#### Exercise prompt
Wherever a line in the data below holds "Socola", copy that line.

[Saved data entries]

────────────────────────────────────────

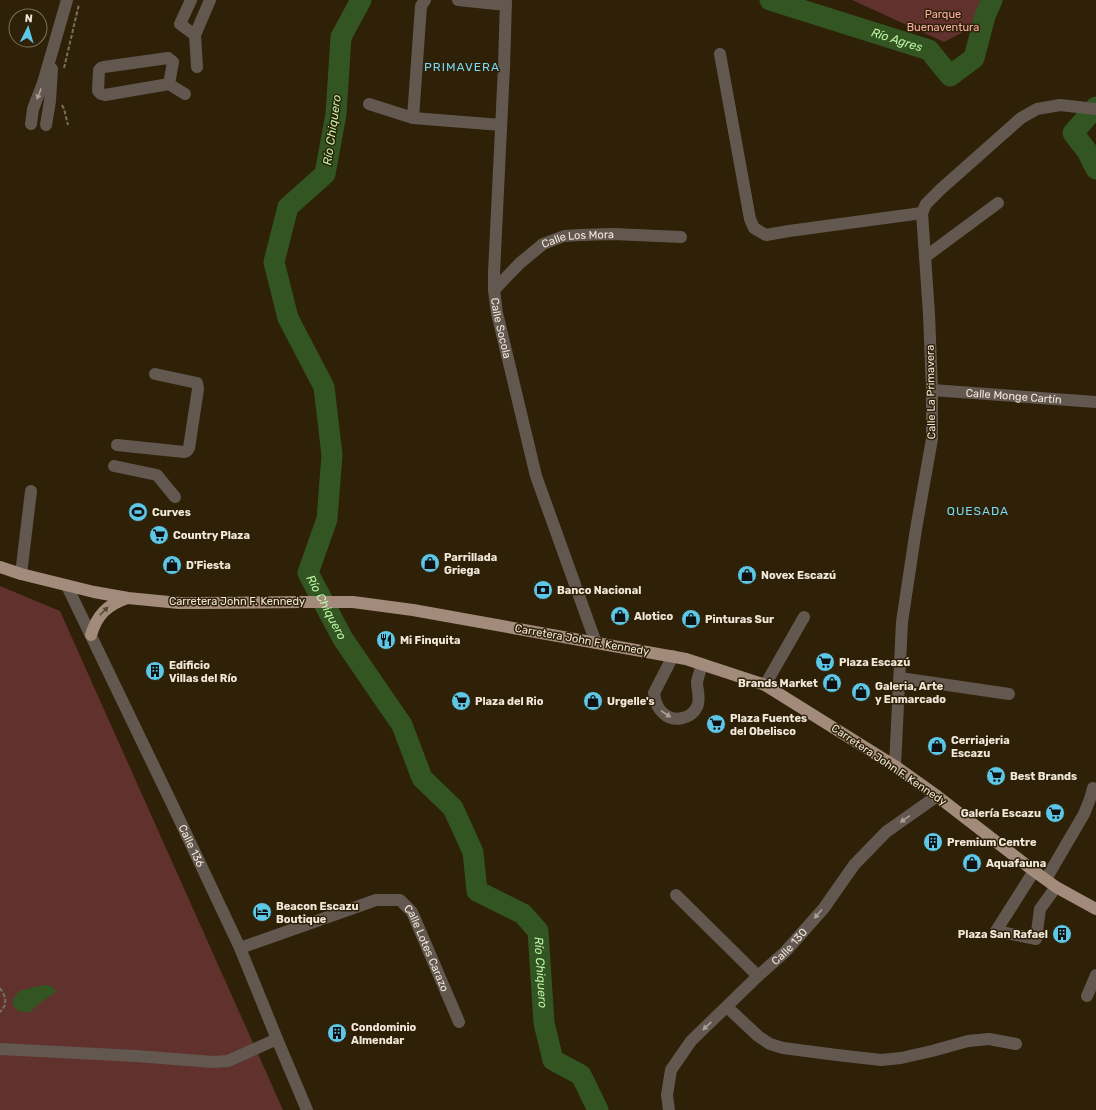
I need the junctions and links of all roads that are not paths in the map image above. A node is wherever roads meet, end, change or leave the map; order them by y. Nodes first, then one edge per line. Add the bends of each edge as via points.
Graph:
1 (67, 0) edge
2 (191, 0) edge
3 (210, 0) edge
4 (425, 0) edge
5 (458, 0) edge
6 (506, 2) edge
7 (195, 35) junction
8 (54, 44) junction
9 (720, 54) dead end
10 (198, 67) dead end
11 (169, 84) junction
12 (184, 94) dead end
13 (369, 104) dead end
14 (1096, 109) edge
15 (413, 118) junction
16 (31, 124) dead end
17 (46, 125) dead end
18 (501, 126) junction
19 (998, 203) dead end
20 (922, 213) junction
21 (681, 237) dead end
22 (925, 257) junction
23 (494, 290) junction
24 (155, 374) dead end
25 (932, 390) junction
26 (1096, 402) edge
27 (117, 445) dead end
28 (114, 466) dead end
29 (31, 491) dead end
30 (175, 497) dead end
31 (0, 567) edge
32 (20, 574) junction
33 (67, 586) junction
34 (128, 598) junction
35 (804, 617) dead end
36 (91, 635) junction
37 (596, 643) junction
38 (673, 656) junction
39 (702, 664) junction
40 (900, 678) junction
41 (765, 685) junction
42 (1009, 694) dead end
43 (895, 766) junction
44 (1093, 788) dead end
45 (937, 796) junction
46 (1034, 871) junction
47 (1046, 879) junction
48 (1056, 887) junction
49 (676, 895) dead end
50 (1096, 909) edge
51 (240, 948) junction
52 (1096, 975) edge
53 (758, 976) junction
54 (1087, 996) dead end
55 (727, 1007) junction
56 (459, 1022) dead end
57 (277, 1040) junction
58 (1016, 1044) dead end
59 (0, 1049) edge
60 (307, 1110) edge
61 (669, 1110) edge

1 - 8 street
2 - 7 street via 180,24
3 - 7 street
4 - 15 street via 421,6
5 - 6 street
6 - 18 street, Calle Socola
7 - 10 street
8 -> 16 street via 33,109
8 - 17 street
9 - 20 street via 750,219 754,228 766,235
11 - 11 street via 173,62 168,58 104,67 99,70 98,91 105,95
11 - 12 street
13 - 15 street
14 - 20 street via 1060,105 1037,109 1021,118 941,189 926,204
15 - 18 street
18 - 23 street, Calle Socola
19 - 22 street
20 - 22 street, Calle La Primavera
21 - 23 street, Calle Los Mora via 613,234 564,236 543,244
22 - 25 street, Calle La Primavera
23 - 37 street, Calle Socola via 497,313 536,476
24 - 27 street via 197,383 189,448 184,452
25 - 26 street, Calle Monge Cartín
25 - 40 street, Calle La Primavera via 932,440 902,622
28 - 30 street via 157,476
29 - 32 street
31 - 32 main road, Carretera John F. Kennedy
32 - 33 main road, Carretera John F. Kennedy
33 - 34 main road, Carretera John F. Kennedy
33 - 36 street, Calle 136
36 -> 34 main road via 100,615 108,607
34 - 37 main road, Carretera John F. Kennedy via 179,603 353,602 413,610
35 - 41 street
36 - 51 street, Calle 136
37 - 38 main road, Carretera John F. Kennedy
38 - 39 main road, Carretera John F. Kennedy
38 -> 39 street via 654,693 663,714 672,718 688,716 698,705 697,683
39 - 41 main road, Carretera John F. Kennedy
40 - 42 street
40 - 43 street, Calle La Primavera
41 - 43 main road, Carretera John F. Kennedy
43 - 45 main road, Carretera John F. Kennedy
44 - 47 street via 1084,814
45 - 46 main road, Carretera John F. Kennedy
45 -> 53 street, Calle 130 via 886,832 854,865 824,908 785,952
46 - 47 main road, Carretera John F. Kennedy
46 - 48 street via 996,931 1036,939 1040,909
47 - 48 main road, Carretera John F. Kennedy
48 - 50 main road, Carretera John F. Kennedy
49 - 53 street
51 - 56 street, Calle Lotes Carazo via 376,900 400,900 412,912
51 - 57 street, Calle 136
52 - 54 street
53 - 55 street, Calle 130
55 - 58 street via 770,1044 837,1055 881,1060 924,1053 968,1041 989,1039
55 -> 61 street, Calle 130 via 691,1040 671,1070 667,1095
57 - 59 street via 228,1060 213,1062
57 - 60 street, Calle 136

────────────────────────────────────────

#### The completed task
6 - 18 street, Calle Socola
18 - 23 street, Calle Socola
23 - 37 street, Calle Socola via 497,313 536,476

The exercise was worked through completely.